- Your assignment: Find the lines below that contain the string "COURT". Copy each one.

- Exercise materials:
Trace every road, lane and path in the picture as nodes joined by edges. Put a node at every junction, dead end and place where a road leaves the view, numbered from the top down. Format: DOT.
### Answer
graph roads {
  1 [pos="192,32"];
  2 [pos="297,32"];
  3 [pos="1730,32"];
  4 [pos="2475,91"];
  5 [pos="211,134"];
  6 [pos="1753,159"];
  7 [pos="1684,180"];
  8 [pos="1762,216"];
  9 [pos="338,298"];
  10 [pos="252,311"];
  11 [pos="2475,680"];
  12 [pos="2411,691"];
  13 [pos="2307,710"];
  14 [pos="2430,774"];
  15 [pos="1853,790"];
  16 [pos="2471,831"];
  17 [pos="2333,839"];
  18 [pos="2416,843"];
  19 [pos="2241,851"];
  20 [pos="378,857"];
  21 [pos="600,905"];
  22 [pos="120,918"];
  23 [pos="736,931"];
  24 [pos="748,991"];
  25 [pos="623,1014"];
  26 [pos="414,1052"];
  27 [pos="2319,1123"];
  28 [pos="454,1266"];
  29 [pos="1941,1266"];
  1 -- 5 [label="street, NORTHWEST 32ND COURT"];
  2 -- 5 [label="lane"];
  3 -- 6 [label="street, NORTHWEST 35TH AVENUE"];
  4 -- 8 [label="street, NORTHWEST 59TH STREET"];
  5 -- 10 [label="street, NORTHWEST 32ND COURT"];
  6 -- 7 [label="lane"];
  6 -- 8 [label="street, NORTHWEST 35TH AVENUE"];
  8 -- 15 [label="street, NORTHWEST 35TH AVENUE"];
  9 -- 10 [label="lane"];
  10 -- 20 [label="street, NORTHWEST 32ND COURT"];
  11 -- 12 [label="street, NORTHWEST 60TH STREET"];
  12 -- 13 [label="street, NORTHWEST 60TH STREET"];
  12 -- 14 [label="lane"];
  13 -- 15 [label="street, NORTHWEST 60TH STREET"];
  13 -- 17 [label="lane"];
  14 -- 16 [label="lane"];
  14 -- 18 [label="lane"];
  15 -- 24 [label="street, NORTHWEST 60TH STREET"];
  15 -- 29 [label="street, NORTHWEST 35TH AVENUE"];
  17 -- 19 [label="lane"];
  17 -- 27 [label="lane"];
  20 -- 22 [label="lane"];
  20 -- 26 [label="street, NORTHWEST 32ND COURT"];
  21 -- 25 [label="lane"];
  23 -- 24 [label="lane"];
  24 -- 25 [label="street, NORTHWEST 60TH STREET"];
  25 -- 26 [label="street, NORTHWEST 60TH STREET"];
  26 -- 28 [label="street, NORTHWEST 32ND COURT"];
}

- Reply:
  1 -- 5 [label="street, NORTHWEST 32ND COURT"];
  5 -- 10 [label="street, NORTHWEST 32ND COURT"];
  10 -- 20 [label="street, NORTHWEST 32ND COURT"];
  20 -- 26 [label="street, NORTHWEST 32ND COURT"];
  26 -- 28 [label="street, NORTHWEST 32ND COURT"];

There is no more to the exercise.